The authors implemented a stack-based virtual machine for their benchmarks, but as they briefly alluded a register-based virtual machine should perform better. With a register-based VM there is no excessive stack fiddling and fewer instructions to perform the same task. Consider the instructions for adding two integers and storing the result in a variable. In a stack machine this requires four instructions: 'push int', 'push int', 'add', and 'pop to variable' but in a register machine it could be done with a single instruction: 'add $r1, $r2, $r3'.
For further reading, there is an excellent paper [1] by the authors of Lua discussing the practical benefits of implementing the language using a register machine.
I am experimenting with runtime generation of shared libs.
We have a database of rules in the form 'A OR (B AND C)' stored just like that in human readable form. The current implementation creates an AST of the expression and executes it via the visitor pattern. The problem with this is it's slow and there can be recursion problems if the expression is too complex.
I've shown it's actually quite easy to translate these expressions to C code, and then compile that to machine code. My only real concern is around loading and unloading shared libs at runtime. These expressions are updated every hour or so.
It is possible to strip the .text section from a binary and then mmap() it to executable memory, which has the advantage of not having to deal with reference counts in shared libs. The disadvantage is that the generated C code must just be code, no state of its own.
> I am experimenting with runtime generation of shared libs.
Sure, you can produce an executable or a shared library at runtime; after all, that is what compilers and linkers do, those are also just programs, aren't they :). But do you really need to do that? As others said, you can also dlopen and rename your symbols, put them in an array and what not, but your problem seems quite simple, unless you need to transport that library somewhere or keep it for later use, I don't see reason why would you bother with generating a file just to load it after into your program again?
> We have a database of rules in the form 'A OR (B AND C)' stored just like that in human readable form.

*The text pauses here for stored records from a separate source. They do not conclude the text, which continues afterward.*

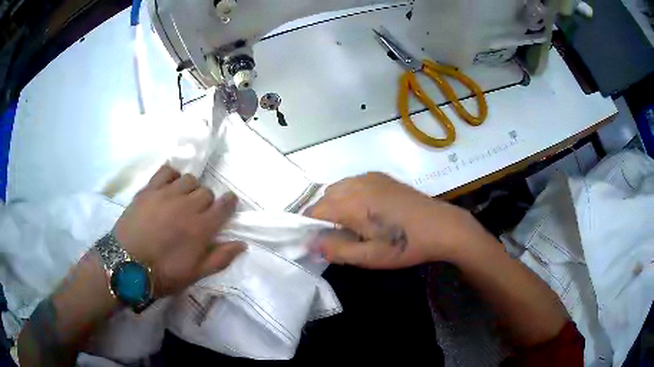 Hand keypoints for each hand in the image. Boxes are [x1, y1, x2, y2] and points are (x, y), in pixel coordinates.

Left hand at [113, 165, 244, 296]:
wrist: (126, 265)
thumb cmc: (162, 274)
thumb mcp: (195, 274)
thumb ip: (220, 258)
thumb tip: (242, 244)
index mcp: (201, 228)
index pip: (224, 205)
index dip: (229, 203)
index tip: (227, 204)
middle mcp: (187, 205)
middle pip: (207, 191)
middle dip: (206, 201)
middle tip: (197, 214)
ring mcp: (167, 194)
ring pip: (189, 179)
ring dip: (190, 189)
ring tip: (181, 200)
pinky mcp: (149, 189)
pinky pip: (167, 171)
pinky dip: (172, 175)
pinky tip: (169, 186)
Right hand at [307, 172, 491, 268]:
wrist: (441, 227)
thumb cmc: (404, 245)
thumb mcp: (369, 257)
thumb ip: (336, 250)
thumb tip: (309, 244)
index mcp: (351, 203)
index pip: (314, 210)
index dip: (310, 227)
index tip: (318, 242)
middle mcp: (357, 184)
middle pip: (325, 197)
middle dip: (323, 216)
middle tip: (338, 237)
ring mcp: (371, 177)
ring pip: (339, 187)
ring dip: (336, 204)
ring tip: (352, 224)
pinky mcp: (382, 177)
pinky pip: (354, 182)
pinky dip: (350, 194)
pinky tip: (366, 210) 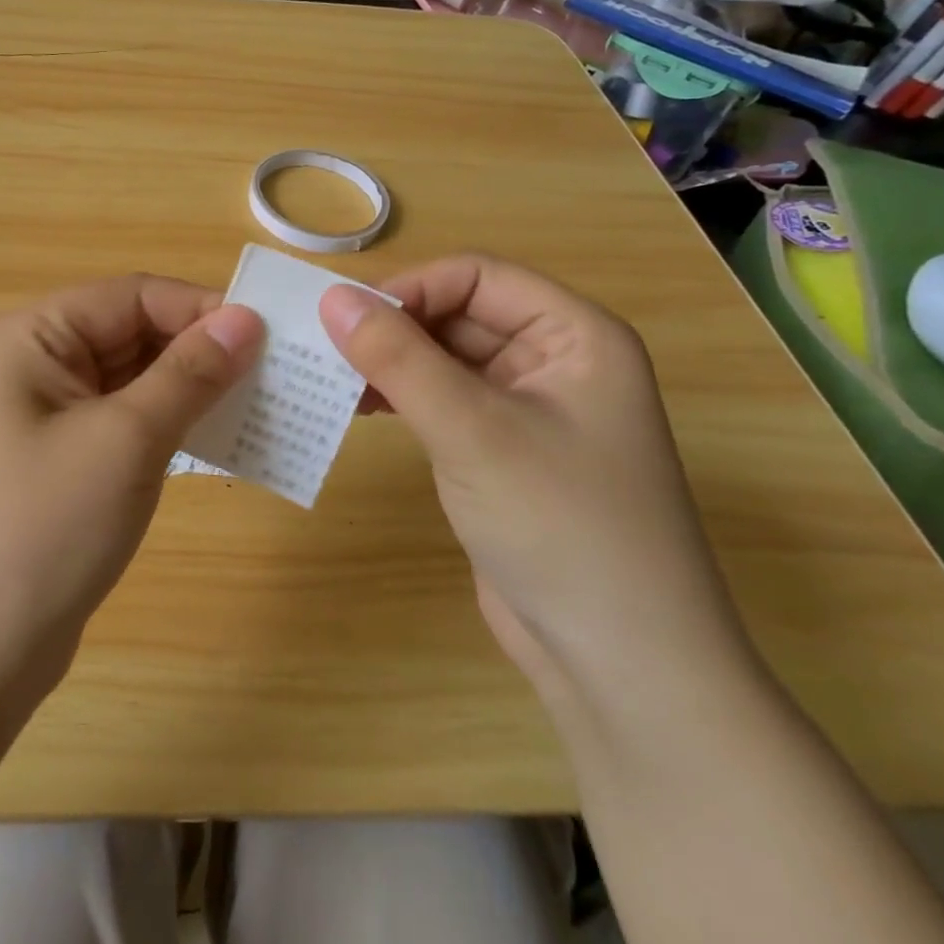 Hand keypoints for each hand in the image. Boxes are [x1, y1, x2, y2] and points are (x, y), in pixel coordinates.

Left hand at [0, 275, 263, 708]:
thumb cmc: (42, 529)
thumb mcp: (125, 440)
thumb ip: (189, 374)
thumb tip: (247, 319)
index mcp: (34, 337)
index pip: (132, 295)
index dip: (201, 308)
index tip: (269, 336)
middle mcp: (36, 365)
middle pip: (132, 334)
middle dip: (200, 352)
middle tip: (274, 376)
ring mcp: (47, 418)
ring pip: (134, 381)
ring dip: (191, 392)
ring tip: (258, 408)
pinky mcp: (63, 464)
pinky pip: (125, 424)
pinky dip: (170, 428)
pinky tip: (215, 444)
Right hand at [319, 255, 750, 712]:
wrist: (620, 666)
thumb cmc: (560, 525)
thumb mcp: (472, 430)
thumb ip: (398, 358)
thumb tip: (332, 297)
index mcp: (574, 335)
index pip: (477, 276)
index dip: (411, 289)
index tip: (345, 319)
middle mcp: (555, 361)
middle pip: (459, 315)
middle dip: (393, 328)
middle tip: (323, 350)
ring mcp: (527, 410)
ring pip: (444, 359)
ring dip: (390, 364)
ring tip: (331, 380)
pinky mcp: (501, 452)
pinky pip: (442, 402)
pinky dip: (400, 399)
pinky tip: (357, 409) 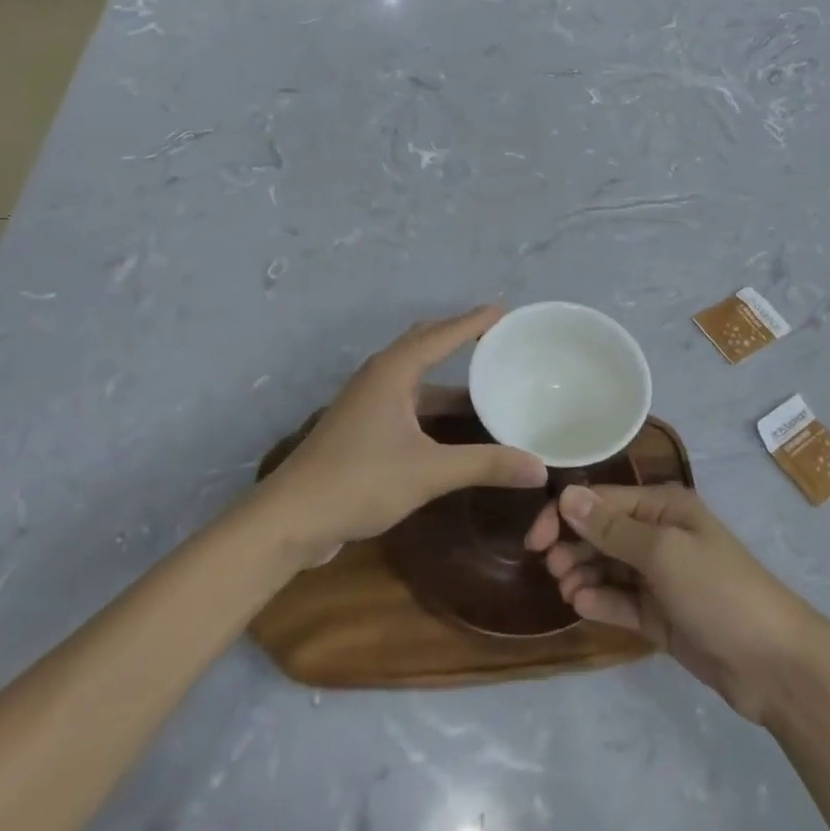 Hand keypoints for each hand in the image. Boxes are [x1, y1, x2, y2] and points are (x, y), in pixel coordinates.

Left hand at [258, 306, 545, 559]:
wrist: (289, 519)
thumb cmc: (359, 481)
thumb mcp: (429, 472)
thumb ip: (486, 465)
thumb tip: (540, 468)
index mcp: (393, 371)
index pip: (442, 334)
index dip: (475, 321)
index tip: (505, 310)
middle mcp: (380, 377)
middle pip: (425, 344)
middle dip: (460, 338)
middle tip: (497, 339)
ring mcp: (368, 402)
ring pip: (416, 376)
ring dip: (448, 378)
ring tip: (487, 381)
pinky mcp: (362, 427)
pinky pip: (408, 400)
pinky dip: (434, 403)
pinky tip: (456, 424)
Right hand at [526, 484, 821, 722]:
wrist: (773, 663)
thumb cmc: (717, 590)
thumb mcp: (662, 552)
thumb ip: (611, 528)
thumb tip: (567, 495)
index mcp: (663, 508)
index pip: (603, 501)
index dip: (566, 514)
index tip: (535, 540)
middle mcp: (660, 535)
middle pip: (602, 532)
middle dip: (573, 545)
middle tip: (551, 569)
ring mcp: (660, 577)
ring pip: (608, 567)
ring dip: (583, 573)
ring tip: (566, 590)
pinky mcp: (660, 615)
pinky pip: (621, 601)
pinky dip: (600, 601)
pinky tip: (582, 606) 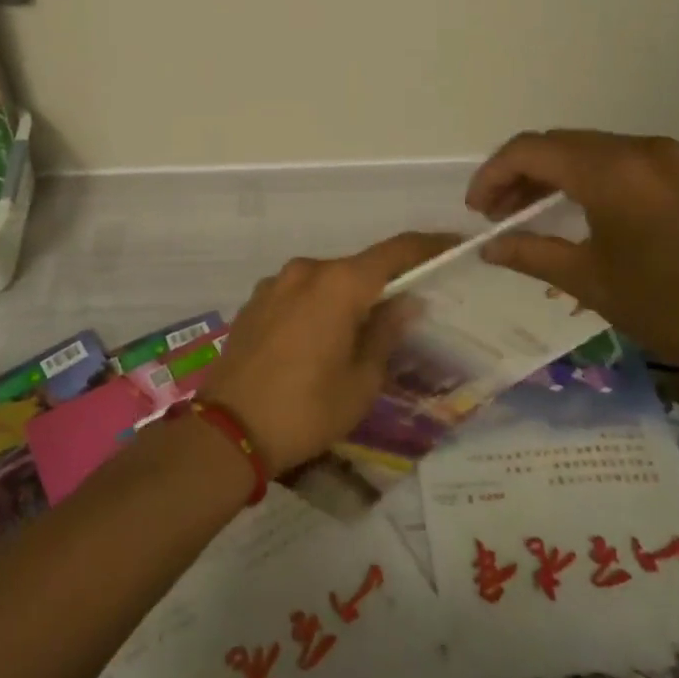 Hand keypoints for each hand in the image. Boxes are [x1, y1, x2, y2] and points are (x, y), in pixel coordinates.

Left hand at [201, 232, 456, 472]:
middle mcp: (306, 271)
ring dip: (347, 299)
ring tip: (358, 337)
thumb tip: (406, 302)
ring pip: (326, 282)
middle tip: (405, 314)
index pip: (395, 251)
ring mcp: (274, 284)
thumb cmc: (305, 410)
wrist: (226, 431)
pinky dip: (318, 307)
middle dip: (384, 285)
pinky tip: (318, 343)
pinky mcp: (253, 303)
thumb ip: (386, 333)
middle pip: (358, 268)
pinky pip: (299, 294)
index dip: (428, 246)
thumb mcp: (361, 381)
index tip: (452, 246)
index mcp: (338, 284)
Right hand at [468, 130, 678, 388]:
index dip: (493, 174)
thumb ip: (531, 253)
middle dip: (519, 174)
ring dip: (553, 175)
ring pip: (590, 151)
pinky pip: (621, 162)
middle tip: (496, 215)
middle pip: (560, 144)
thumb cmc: (670, 309)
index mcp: (613, 171)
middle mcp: (641, 149)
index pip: (532, 150)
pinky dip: (587, 178)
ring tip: (528, 213)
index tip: (476, 211)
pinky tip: (577, 210)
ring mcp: (671, 158)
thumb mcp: (590, 282)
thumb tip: (488, 247) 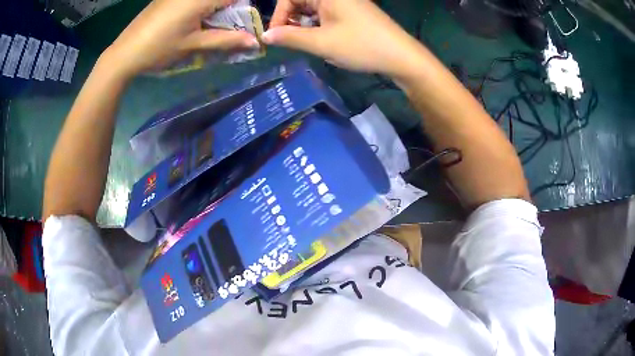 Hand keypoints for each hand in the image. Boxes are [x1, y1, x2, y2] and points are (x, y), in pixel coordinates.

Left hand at [103, 0, 258, 77]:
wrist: (124, 53)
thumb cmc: (159, 49)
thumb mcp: (193, 45)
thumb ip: (226, 40)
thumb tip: (255, 42)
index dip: (243, 8)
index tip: (242, 22)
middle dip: (229, 8)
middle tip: (226, 26)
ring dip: (214, 8)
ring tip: (208, 25)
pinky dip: (200, 7)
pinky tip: (192, 21)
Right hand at [263, 0, 423, 77]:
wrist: (402, 57)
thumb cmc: (361, 46)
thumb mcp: (321, 43)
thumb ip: (290, 38)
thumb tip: (265, 36)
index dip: (278, 15)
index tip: (274, 36)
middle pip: (300, 1)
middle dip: (290, 20)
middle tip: (288, 41)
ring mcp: (345, 2)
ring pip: (312, 9)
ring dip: (303, 25)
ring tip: (305, 43)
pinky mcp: (351, 11)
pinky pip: (325, 14)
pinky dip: (317, 26)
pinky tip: (320, 40)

That sounds like you could construct a "bottom-up" parser, i.e. an operator precedence parser, and just evaluate that directly, or emit the assembly code directly to a page memory and mark that as an executable page? Unless you are doing some optimizations, do you really need an explicit AST?
Anyway, if your AST is slow, it may depend of course on the size, but also on how you create your AST in the memory and how you use it. If you are doing some linked structure with pointers pointing all over the memory and accessing it randomly you can be trashing your cache which should be slow. But if you put it in some vector and can access it sequentially, it might help performance. I don't know, just thinking loud, no idea what you are really doing.
I suggest look at a good Lisp compiler like SBCL or CCL. They generate code at runtime which is than mark as executable and call that code. They can also save themselves into an executable (or a shared library in the case of sbcl). Writing a read-macro that transforms your human readable strings into compiled Lisp functions would be trivial exercise in Common Lisp. Perhaps you should try to solve your problem with that tool instead of C++? If you are going to generate code dynamically every now and than as you describe, than pick a tool that already has infrastructure to do that in-place so you don't have to do everything from the scratch; albeit you could do something similar based on llwm or libgccjit too.
What's the problem with dlopen and dlclose? Or LoadLibrary/FreeLibrary on Windows? Loading and unloading shared libraries is a perfectly normal thing to do, there's no issue with it. Where it may get complex is if you want to have new and old versions active simultaneously - then you'd need to be careful about namespacing and symbol scoping.
But you didn't mention what language the rest of your server is written in. If you read the paper, it talks about Truffle/Graal, which is a compiler system that JIT compiles AST interpreters. So if you're working on the JVM, you could instead write (or reuse) a simple interpreter for your expression language that uses the Truffle annotations, and switch to the GraalVM as your JDK. Then it'd get faster automatically and you don't have to think about compilers, shared libraries or whatnot. Of course you don't need Truffle. For a simple language you could also generate bytecode and load that into a classloader. It's not particularly complex.
But if you want to stick with C then I'd just go ahead and load/unload shared libs on the fly. Just make sure you don't unload one whilst a thread is still inside it.
The rest of the server is C++. And yes, the problem is that there will temporarily be two libs active simultaneously for a few seconds. I'll need to think it through. Sounds like a debugging nightmare if things go wrong.
That is okay, your libs can be uniquely named, and have unique symbols.
I would echo the suggestions that you may be better off going for a byte code interpreter, at least as a first stage. If interpreting rules is expensive enough to worry about compiling then it’s probably expensive enough to be thinking about resource limits, interruption, and maybe profiling, and that stuff will be easier to experiment with if you have an interpreter.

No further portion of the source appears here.